Governor Rick Snyder - file photo
Mike Lanka
/
WMU University Relations

(MPRN-Lansing) Governor Rick Snyder has activated National Guard units to go to work in Flint. 

Guard troops will relieve American Red Cross volunteers who have been staffing distribution centers that have been handing out bottled water, filters, and testing kits to help address the lead contamination crisis.

“As we work to ensure that all Flint residents have access to clean and safe drinking water, we are providing them with the direct assistance they need in order to stretch our resources further,”

Snyder said in a prepared statement.

“The Michigan National Guard is trained and ready to assist the citizens of Flint.”

The governor signed an executive order to activate the Guard. The governor declared a state of emergency in Flint on January 5. The state first acknowledged the drinking water crisis in October, after denying there was a problem.

The Red Cross volunteers will join the water resource teams that are going door to door in the city. The governor has also assigned State Police troopers and other government workers to the door-to-door effort. There’s no word yet on which units or how many Guard members are being called up.

Snyder also said he has asked the Federal Emergency Management Agency to help provide resources to help Flint.
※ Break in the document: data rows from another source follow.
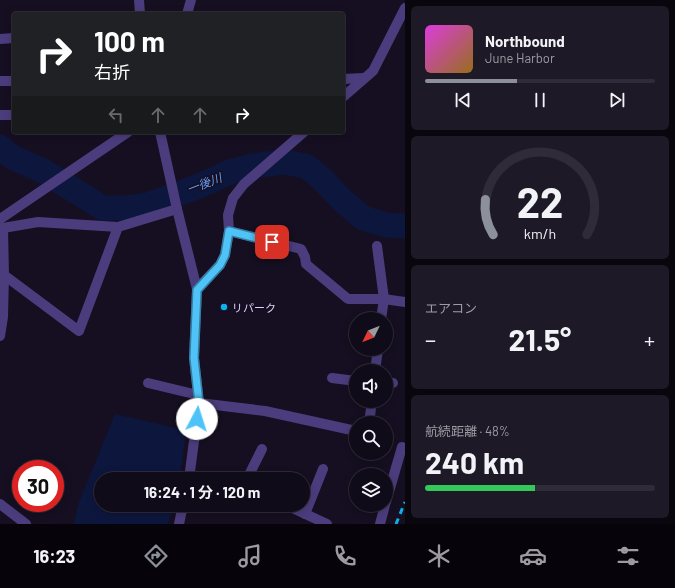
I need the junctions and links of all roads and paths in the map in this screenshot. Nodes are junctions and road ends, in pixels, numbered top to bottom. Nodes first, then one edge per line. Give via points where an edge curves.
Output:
1 (139, 0) edge
2 (191, 0) edge
3 (405, 8) edge
4 (140, 12) edge
5 (188, 12) edge
6 (12, 38) edge
7 (0, 39) edge
8 (364, 78) junction
9 (345, 79) edge
10 (0, 81) edge
11 (12, 81) edge
12 (345, 95) edge
13 (0, 115) edge
14 (12, 115) edge
15 (125, 134) edge
16 (160, 134) edge
17 (302, 134) edge
18 (176, 206) junction
19 (1, 225) edge
20 (118, 227) junction
21 (229, 231) junction
22 (376, 246) dead end
23 (4, 275) junction
24 (197, 290) junction
25 (384, 299) junction
26 (405, 302) edge
27 (382, 312) edge
28 (0, 336) edge
29 (332, 378) dead end
30 (349, 380) edge
31 (148, 383) dead end
32 (198, 399) junction
33 (349, 429) edge
34 (402, 447) dead end
35 (262, 449) dead end
36 (323, 469) dead end
37 (189, 472) edge
38 (250, 472) edge
39 (393, 478) edge
40 (0, 504) edge
41 (182, 512) edge
42 (302, 512) edge
43 (383, 512) edge
44 (306, 514) junction
45 (26, 524) edge
46 (179, 524) edge
47 (327, 524) edge
48 (380, 524) edge

1 - 4 street
2 - 5 street
3 - 8 street via 373,71
6 - 7 street
8 - 9 street
8 - 12 street
10 - 11 street
13 - 14 street
15 - 19 street via 48,186
16 - 18 street
17 - 21 street via 244,184 233,198 228,215
18 - 20 street
18 - 24 street
19 - 20 street via 38,222
19 - 23 street
20 - 23 street via 79,331
21 - 24 street via 225,255 220,265
21 - 25 street via 301,249 306,264 348,299
22 - 25 street
23 - 28 street
24 - 32 street via 194,358
25 - 26 street
25 - 27 street
29 - 30 street
31 - 32 street
32 - 33 street
32 - 37 street
34 - 39 street
35 - 38 street
36 - 44 street
40 - 45 street
41 - 46 street
42 - 44 street
43 - 48 street
44 - 47 street

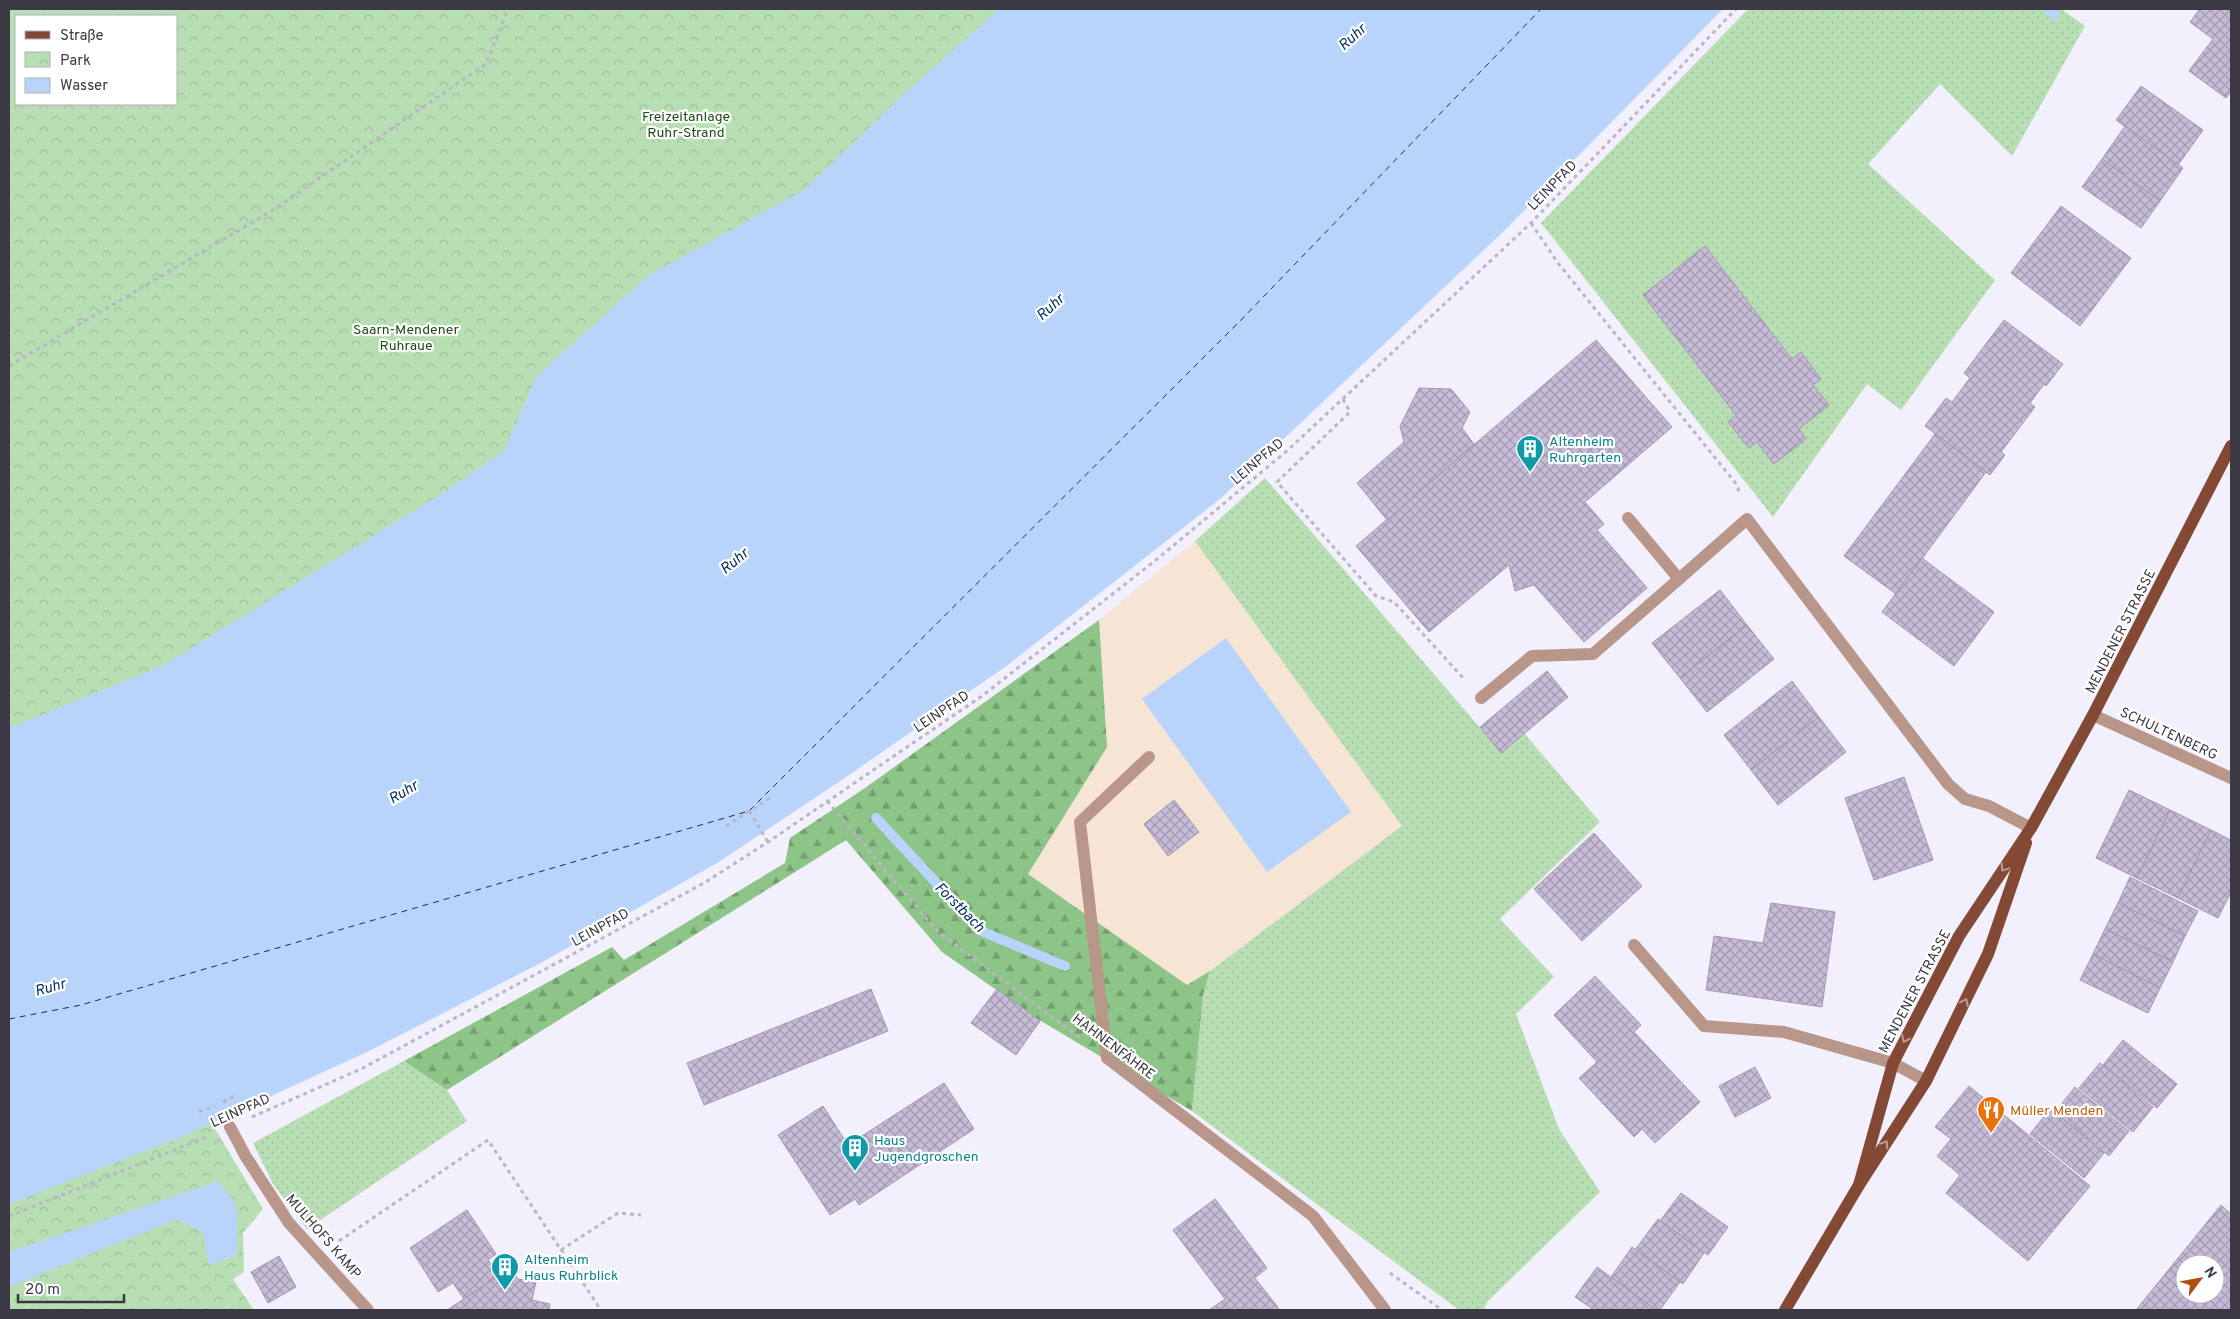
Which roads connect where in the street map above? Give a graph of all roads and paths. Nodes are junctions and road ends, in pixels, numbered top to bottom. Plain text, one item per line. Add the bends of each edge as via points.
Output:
1 (508, 9) edge
2 (1736, 9) edge
3 (1531, 223) junction
4 (9, 366) edge
5 (1343, 398) junction
6 (2231, 446) edge
7 (1628, 518) dead end
8 (1748, 519) junction
9 (1679, 579) junction
10 (1481, 698) joint
11 (2093, 715) junction
12 (1149, 758) dead end
13 (2231, 778) edge
14 (770, 798) dead end
15 (827, 801) junction
16 (749, 812) junction
17 (726, 826) dead end
18 (2031, 828) junction
19 (768, 842) junction
20 (1634, 945) dead end
21 (1107, 1058) junction
22 (1893, 1063) junction
23 (1926, 1081) junction
24 (230, 1127) junction
25 (1859, 1185) junction
26 (641, 1215) dead end
27 (9, 1216) edge
28 (561, 1250) junction
29 (318, 1255) junction
30 (368, 1310) edge
31 (601, 1310) edge
32 (1385, 1310) edge
33 (1785, 1310) edge

1 - 4 path via 486,64 273,210
2 - 3 path, LEINPFAD
3 - 5 path, LEINPFAD
3 - 8 path via 1558,262 1737,485
5 - 10 path via 1350,412 1277,482 1376,596 1394,602
5 - 15 path, LEINPFAD via 1288,450 1163,554 982,696
6 - 11 main road, MENDENER STRASSE
7 - 9 street
8 - 9 street
8 - 18 street via 1948,784 1965,798 1989,806
9 - 10 street via 1593,654 1532,656
11 - 13 street, SCHULTENBERG
11 - 18 main road, MENDENER STRASSE
12 - 21 street via 1080,822
14 - 16 path
15 - 19 path, LEINPFAD
15 - 21 path, HAHNENFÄHRE via 936,930
16 - 17 path
16 - 19 path
18 -> 22 main road, MENDENER STRASSE via 1959,936
23 -> 18 main road, MENDENER STRASSE via 1988,954
19 - 24 path, LEINPFAD via 704,883 363,1068
20 - 22 street via 1704,1026 1784,1032
21 - 32 street, HAHNENFÄHRE via 1313,1216
22 - 23 street
22 - 25 main road, MENDENER STRASSE
25 -> 23 main road, MENDENER STRASSE
24 - 27 path, LEINPFAD
24 - 29 street, MULHOFS KAMP via 289,1223
25 - 33 main road, MENDENER STRASSE
26 - 28 path via 618,1213
28 - 29 path via 488,1140
28 - 31 path
29 - 30 street, MULHOFS KAMP

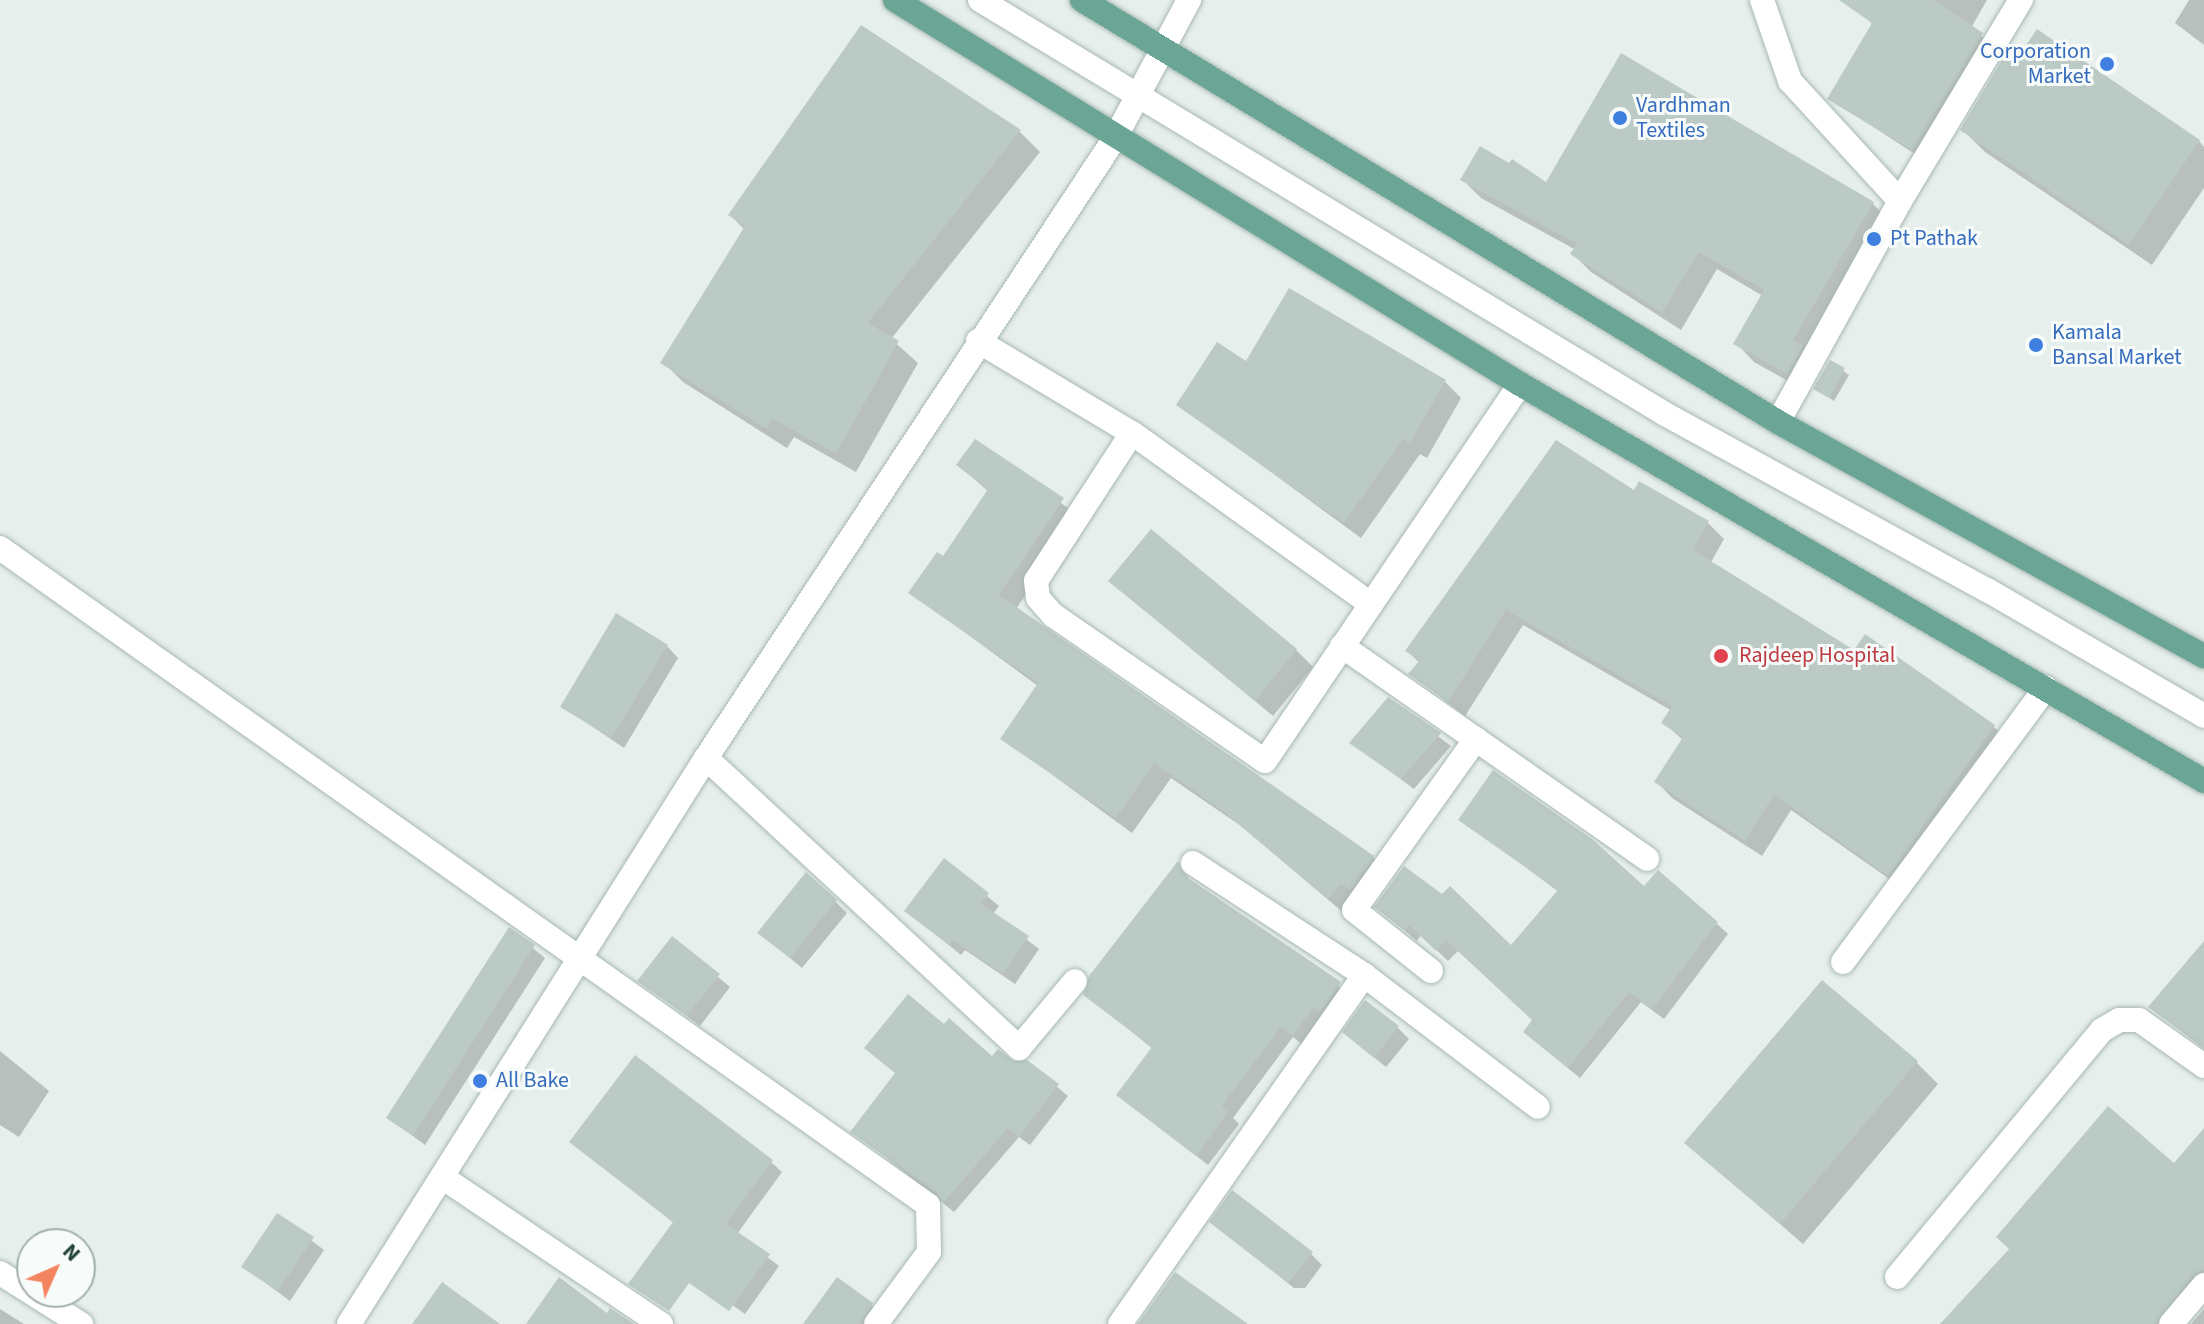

Congressman Dan Kildee (D-Flint) says the development is welcome, but long overdue.

"It is important to remember that this crisis was created by a state-appointed emergency financial manager, and it is the state's ultimate responsibility to act and make it right,”

Kildee said in a statement.

“Flint residents are the victims in this crisis and they deserve a more urgent response equal to the gravity of this crisis.”